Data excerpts
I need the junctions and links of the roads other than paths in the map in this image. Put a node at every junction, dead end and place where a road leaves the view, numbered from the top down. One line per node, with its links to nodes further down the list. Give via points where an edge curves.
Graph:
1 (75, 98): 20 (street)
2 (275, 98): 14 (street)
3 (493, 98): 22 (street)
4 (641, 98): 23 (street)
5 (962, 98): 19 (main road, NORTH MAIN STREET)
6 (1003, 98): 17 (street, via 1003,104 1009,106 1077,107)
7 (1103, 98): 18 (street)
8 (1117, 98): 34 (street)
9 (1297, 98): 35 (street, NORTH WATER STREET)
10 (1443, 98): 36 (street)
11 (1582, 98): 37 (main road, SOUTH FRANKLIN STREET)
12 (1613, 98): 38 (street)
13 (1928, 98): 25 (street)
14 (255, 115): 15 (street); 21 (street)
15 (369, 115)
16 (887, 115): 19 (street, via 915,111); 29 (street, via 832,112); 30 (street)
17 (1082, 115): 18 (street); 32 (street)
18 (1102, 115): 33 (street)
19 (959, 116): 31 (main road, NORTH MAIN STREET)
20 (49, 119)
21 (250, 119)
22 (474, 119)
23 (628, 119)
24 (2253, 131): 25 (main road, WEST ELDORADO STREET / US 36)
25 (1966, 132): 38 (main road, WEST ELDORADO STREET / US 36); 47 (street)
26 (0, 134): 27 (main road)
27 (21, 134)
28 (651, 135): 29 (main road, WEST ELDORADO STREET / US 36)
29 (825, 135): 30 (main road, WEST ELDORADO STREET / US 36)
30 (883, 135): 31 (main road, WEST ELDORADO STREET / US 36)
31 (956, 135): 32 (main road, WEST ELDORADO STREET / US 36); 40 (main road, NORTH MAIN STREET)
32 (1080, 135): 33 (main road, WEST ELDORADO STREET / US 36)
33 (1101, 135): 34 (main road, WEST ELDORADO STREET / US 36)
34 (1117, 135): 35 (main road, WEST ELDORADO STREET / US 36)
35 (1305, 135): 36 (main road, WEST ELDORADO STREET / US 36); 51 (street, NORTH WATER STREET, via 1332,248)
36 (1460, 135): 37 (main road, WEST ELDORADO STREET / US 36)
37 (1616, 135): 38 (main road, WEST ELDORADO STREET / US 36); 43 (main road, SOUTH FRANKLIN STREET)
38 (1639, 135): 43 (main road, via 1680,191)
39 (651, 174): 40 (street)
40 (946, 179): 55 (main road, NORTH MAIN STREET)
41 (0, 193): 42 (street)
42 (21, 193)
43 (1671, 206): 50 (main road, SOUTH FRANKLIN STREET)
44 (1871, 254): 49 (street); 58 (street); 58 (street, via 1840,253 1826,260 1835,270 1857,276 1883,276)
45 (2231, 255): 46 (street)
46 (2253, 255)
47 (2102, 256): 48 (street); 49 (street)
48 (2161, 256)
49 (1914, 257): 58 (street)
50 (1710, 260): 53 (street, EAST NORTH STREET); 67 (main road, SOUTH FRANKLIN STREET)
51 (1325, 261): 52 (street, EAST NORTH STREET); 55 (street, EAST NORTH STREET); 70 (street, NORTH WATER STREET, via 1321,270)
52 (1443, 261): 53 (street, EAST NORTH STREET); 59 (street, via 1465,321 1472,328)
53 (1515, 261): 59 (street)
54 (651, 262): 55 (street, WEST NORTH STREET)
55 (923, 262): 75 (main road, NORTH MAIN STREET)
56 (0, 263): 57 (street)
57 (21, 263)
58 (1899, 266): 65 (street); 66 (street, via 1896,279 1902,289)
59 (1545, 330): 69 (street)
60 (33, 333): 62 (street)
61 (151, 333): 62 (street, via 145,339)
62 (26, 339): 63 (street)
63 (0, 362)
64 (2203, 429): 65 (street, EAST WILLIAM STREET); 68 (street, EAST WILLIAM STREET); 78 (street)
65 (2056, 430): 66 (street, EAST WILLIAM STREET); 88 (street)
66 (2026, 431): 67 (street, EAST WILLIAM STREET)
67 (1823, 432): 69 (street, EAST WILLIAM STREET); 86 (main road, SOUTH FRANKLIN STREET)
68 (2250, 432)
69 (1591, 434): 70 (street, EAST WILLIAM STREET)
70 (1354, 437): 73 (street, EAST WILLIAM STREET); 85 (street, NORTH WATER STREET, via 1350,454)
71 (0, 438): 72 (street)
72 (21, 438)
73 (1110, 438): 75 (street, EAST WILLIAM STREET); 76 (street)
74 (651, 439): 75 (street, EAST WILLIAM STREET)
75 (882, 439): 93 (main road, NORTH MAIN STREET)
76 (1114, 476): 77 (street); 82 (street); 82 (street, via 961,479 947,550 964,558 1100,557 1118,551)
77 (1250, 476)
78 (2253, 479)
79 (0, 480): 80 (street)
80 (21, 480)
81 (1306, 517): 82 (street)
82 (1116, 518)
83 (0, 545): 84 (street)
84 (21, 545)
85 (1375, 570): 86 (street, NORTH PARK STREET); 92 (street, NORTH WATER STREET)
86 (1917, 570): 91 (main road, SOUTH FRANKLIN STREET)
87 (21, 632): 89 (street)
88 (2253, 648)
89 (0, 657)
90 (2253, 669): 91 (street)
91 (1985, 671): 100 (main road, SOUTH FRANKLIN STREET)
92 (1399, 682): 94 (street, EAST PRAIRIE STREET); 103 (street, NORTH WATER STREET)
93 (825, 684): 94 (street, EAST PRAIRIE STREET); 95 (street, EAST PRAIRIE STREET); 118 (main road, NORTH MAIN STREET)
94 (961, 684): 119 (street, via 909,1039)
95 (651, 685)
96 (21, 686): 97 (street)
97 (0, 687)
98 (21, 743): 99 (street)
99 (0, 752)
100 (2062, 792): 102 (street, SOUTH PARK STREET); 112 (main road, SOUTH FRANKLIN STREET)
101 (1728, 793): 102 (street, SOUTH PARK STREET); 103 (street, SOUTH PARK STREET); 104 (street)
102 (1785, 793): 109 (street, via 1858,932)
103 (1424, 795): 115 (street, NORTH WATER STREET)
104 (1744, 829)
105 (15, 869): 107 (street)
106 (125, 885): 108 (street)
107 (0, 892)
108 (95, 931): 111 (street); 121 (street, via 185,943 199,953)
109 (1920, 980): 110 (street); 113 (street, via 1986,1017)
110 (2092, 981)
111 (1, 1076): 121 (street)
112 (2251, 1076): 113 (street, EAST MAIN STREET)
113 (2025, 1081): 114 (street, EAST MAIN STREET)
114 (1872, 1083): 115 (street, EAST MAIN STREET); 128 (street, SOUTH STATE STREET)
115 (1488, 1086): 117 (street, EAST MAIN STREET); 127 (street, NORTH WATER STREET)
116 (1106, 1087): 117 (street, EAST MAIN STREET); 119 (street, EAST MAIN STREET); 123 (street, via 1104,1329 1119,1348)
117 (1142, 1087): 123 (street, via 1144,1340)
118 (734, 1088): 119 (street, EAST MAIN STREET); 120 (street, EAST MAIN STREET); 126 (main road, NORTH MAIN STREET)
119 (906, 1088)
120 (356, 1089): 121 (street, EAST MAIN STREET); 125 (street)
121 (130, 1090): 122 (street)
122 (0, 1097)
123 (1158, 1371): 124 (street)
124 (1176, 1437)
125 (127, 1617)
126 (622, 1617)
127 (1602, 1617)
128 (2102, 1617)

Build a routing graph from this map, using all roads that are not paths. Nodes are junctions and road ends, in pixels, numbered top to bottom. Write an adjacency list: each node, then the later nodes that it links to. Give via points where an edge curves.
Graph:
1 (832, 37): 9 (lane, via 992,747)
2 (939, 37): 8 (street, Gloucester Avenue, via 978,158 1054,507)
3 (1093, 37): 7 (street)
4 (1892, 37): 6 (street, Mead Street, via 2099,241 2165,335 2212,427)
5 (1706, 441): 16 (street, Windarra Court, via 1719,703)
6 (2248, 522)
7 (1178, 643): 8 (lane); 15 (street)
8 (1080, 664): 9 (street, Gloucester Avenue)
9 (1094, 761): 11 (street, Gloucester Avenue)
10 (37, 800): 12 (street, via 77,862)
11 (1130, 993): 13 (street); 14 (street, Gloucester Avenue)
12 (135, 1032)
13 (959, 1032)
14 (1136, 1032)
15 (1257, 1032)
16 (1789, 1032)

▶ [What is being asked]:
Take every line above that includes the string "Gloucester" and return it.

▶ [Task answer]:
2 (939, 37): 8 (street, Gloucester Avenue, via 978,158 1054,507)
8 (1080, 664): 9 (street, Gloucester Avenue)
9 (1094, 761): 11 (street, Gloucester Avenue)
11 (1130, 993): 13 (street); 14 (street, Gloucester Avenue)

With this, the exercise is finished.